After many weeks of uncertainty, Gov. Mike Dunleavy issued a new Public Health Disaster Emergency Declaration last week, just nine days before the current declaration was set to expire on Nov. 15.
The new declaration will start on Nov. 16 and last 30 days, Dunleavy said in a statement released last Friday. It is set to expire on Dec. 15.
The initial declaration was announced on March 11 in response to the outbreak of COVID-19 in Alaska.
The Dunleavy said that the extended emergency declaration would not limit businesses or religious gathering spaces like churches, but would aim to give communities and organizations the tools to deal with the spread of COVID-19.
“This is about giving the tools that the communities, municipalities, health organizations, tribal-related organizations, the ability to help mitigate this with the increased testing, with more funding when they need it to be able to get the staff and get the equipment that they need,” he said.
He issued the new order after discussions with legislators, health professionals and business leaders who confirmed that it was in the state’s best interest to ensure an emergency declaration was in place beyond Nov. 15.
“This new disaster declaration is based upon the determination of moving from the threat of a pandemic to an actual pandemic,” Dunleavy said.
“The Legislature has indicated they do not currently have the support of their members to call themselves into a special session.
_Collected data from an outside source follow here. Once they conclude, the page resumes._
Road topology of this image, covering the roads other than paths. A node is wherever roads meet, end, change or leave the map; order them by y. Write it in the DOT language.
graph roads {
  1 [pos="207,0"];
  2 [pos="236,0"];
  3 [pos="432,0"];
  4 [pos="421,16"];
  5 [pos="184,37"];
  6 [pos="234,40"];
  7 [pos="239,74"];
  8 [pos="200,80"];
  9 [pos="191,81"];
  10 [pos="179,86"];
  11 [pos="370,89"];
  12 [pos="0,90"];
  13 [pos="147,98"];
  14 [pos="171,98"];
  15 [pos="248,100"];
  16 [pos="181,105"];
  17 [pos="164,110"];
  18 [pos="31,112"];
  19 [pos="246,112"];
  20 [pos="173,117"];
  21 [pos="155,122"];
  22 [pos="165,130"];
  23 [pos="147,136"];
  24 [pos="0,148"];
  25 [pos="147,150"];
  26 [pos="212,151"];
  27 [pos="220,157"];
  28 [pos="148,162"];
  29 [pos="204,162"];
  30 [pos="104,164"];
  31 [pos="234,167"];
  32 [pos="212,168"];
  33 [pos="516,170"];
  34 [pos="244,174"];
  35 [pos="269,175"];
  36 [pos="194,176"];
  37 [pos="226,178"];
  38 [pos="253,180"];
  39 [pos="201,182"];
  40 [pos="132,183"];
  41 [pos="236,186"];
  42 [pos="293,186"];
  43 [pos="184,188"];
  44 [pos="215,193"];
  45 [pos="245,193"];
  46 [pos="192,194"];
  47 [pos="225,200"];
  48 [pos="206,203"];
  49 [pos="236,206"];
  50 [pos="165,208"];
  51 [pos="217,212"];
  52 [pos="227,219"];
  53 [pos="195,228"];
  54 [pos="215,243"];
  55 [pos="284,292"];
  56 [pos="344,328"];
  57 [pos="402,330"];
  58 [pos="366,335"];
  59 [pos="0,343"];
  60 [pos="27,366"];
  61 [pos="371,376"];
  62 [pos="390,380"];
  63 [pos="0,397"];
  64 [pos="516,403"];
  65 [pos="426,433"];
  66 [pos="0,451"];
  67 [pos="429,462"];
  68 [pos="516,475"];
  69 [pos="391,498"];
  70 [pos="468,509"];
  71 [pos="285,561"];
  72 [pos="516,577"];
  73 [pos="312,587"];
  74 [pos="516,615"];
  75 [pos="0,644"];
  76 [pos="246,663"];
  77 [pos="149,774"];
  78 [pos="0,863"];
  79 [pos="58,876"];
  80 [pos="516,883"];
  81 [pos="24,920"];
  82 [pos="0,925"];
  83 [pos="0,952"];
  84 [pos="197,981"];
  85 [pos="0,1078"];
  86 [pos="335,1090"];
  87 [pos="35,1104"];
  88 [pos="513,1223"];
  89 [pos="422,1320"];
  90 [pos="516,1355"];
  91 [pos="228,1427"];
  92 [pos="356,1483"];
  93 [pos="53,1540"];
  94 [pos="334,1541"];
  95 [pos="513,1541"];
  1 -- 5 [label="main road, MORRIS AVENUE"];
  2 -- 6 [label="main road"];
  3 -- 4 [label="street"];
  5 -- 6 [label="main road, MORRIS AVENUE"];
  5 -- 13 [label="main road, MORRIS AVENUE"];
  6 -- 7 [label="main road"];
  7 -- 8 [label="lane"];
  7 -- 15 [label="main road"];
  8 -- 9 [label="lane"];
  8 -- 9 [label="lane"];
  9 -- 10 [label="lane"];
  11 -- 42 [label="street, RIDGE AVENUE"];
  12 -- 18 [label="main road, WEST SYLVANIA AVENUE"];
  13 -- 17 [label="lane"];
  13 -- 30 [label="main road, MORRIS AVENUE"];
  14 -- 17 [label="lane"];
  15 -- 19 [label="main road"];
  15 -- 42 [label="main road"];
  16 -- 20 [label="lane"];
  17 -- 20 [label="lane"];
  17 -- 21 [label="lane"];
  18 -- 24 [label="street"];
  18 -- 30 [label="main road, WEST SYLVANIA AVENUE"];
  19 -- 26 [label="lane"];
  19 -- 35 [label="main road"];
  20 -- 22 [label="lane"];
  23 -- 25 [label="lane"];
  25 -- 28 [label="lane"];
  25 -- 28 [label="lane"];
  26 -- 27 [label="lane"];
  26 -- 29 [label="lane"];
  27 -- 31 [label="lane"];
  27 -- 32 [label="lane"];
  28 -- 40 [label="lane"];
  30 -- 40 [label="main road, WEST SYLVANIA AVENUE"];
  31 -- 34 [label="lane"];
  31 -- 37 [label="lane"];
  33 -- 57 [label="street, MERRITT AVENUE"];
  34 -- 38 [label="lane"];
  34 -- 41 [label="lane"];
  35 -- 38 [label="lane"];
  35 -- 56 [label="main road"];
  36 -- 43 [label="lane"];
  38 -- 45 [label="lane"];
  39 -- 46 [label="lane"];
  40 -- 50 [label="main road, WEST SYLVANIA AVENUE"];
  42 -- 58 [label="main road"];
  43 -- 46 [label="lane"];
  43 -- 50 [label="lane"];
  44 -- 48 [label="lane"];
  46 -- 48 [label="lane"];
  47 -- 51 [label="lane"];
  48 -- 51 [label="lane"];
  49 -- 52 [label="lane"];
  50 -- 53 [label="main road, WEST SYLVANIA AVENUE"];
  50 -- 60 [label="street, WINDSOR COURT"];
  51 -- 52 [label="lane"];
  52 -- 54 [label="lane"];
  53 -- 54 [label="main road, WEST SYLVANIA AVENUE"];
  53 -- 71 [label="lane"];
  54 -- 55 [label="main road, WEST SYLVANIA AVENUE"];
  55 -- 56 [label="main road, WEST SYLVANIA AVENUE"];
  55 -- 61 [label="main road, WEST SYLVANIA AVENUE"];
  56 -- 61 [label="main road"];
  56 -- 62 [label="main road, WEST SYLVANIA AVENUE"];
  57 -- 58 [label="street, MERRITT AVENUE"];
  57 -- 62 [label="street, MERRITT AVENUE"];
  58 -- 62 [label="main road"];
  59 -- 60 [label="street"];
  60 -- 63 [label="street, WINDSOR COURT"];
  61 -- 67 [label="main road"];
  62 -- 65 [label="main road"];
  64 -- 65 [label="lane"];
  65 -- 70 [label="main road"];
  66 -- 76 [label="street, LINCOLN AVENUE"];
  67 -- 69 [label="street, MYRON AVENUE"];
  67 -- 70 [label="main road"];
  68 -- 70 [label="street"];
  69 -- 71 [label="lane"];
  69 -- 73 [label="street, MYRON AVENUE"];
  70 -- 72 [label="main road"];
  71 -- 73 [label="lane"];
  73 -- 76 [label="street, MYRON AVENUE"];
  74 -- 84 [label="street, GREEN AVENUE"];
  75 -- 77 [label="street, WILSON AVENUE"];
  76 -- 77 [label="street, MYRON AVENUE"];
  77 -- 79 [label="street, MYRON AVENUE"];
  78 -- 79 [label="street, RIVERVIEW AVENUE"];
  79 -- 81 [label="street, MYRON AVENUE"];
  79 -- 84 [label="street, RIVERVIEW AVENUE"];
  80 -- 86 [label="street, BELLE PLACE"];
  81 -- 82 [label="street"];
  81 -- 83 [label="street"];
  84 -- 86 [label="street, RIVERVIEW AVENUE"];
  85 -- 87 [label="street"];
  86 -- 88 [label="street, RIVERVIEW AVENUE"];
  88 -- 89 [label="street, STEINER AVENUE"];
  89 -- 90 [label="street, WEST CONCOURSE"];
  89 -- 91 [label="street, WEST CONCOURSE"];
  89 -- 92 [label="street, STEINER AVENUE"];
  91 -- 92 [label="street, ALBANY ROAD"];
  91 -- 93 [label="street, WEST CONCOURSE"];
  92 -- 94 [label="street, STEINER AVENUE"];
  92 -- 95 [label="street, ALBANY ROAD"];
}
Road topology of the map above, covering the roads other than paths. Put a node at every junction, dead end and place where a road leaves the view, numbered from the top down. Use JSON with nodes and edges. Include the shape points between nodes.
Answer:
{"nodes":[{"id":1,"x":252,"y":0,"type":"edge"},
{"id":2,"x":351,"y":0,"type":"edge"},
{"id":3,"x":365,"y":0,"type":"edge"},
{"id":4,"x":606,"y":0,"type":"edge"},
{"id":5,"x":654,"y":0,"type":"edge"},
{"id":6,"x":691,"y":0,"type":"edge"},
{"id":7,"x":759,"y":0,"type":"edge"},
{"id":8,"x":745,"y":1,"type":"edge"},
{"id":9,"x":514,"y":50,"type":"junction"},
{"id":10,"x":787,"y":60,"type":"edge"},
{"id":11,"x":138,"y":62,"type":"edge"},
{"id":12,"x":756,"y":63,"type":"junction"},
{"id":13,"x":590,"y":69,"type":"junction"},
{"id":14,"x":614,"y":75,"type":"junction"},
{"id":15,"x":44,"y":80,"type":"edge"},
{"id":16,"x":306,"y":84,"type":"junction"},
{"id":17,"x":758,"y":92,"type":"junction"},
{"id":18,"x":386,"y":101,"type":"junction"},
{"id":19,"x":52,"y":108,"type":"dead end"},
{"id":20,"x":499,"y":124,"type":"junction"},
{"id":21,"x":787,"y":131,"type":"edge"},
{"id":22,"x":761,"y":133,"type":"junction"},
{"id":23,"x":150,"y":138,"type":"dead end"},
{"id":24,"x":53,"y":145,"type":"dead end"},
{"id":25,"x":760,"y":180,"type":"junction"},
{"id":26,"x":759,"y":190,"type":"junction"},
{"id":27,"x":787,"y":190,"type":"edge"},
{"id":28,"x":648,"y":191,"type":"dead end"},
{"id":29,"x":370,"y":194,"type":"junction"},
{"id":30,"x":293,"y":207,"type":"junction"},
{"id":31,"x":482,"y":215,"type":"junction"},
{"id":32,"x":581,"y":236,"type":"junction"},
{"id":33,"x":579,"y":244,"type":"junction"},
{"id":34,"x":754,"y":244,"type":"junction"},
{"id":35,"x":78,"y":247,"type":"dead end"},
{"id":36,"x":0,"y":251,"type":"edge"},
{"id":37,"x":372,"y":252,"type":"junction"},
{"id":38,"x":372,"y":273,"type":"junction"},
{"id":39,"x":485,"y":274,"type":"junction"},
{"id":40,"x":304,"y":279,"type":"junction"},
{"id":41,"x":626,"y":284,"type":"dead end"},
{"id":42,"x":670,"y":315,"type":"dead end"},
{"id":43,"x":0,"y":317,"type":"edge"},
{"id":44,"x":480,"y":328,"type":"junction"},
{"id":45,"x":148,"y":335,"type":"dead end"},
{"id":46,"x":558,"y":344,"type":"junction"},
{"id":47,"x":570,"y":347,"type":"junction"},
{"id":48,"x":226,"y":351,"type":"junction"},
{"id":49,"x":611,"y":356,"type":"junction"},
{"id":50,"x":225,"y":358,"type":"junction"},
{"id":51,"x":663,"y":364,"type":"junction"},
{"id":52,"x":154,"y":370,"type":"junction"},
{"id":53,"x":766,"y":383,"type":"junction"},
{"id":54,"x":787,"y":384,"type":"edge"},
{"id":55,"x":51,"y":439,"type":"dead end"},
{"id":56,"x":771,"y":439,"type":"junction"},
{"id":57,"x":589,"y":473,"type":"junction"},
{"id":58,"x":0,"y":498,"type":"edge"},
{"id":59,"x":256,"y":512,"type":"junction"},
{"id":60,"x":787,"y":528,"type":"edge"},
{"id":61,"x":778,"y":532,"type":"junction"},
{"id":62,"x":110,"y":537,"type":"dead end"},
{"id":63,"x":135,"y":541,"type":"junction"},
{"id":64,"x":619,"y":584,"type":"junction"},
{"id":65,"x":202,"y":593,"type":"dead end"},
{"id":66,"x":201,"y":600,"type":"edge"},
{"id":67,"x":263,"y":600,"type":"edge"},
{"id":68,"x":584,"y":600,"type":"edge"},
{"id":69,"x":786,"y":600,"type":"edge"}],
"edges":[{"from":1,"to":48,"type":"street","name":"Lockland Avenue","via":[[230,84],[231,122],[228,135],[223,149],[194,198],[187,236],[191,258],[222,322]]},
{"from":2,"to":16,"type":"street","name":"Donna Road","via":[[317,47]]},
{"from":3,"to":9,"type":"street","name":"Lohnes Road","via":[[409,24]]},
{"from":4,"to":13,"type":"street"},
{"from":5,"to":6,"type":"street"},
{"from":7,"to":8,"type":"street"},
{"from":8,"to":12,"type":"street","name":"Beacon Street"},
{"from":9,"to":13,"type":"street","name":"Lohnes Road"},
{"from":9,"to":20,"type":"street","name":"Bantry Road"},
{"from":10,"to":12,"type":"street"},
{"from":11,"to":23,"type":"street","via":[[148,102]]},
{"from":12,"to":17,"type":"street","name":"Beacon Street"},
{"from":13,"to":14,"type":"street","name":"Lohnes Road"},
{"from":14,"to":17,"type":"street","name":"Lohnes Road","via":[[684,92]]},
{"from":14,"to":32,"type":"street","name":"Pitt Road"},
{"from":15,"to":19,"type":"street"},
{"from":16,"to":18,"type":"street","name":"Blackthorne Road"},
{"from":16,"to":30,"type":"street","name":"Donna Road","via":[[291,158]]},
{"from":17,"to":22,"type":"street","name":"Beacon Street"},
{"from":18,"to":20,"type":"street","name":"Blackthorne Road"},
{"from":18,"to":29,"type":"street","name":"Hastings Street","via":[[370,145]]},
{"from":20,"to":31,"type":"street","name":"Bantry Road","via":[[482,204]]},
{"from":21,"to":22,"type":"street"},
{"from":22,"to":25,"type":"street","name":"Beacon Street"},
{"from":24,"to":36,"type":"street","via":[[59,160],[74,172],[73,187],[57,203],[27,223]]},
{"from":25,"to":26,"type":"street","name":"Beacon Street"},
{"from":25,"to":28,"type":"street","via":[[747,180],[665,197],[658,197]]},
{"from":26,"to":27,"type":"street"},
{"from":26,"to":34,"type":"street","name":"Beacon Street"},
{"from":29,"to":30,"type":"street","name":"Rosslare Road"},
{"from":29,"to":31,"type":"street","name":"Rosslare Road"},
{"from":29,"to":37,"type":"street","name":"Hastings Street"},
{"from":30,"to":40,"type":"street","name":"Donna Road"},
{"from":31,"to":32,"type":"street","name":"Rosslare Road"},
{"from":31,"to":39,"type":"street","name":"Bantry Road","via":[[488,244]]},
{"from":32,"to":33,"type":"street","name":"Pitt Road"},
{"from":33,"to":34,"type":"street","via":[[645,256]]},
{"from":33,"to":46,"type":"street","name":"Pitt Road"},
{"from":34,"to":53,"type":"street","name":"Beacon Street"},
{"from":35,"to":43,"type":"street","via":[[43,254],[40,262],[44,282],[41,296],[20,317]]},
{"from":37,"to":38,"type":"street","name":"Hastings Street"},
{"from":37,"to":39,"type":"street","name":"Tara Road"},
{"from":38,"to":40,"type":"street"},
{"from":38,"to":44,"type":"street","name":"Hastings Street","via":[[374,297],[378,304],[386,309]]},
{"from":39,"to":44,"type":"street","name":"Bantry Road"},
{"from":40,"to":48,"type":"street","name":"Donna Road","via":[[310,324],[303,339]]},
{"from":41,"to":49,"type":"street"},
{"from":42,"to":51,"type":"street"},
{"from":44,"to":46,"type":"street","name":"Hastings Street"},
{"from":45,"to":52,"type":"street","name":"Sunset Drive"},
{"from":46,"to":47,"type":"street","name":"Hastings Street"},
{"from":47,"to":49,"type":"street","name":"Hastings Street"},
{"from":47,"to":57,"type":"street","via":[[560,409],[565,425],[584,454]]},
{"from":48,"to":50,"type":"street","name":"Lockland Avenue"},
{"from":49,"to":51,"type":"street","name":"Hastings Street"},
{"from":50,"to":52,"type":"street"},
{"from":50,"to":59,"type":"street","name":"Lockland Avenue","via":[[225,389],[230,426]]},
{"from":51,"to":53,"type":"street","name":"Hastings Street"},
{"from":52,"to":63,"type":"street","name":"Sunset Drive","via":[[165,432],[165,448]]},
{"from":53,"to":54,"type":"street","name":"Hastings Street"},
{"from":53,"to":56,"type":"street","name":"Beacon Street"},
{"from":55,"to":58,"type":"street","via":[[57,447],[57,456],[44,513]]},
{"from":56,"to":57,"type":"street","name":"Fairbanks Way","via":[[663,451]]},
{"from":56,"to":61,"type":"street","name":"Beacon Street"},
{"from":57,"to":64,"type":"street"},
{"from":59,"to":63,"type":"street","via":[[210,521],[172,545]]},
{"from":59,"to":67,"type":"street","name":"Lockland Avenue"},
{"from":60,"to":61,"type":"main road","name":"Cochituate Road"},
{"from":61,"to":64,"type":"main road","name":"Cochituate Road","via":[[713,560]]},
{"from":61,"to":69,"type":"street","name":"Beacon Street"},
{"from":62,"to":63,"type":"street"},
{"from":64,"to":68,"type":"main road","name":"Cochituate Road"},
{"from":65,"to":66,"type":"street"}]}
If the Legislature chooses to convene to address this new order, my administration is ready to assist in developing long-term solutions to manage this emergency and protect the public safety and health of Alaskans.”
Adam Crum, the commissioner of the Alaska Department of Health and Social Services, said the disaster declaration allows the governor to waive or suspend regulations that impact flexibility in delivering health care and providing services to vulnerable populations.
“With this new disaster declaration, we will be able to continue our work supporting Alaskans at all levels as this response continues,” Crum said.
According to the press release, the declaration keeps in place the Unified Command structure between the Department of Health and Social Services, the Department of Military and Veterans Affairs, and the Department of Public Safety. It also allows other state departments to continue to take steps to mitigate the impacts of the pandemic.
While some senators question the legality of the order without a vote by the state Legislature, Sen. Gary Stevens (R-Kodiak) said he does not think any action needs to be taken by the Legislature because it is an extension of the emergency declaration approved in March.
“The emergency declaration is the same thing as it was before,” he said. “We don’t need to take any action.”
Stevens said he supported extending the emergency declaration because many items in the bill are important, such as allocating the rest of the federal government’s economic aid from the Coronavirus Aid, Relief and Economic Security Act.
During Friday’s press briefing, Dunleavy reiterated the importance of wearing masks, but said he would not issue a state mandate to wear masks. Instead, he said he would support local communities and businesses to mandate mask-wearing if needed.
The Department of Health and Social Services reported 604 new cases of COVID-19 on Saturday, a record number in the state since the pandemic began.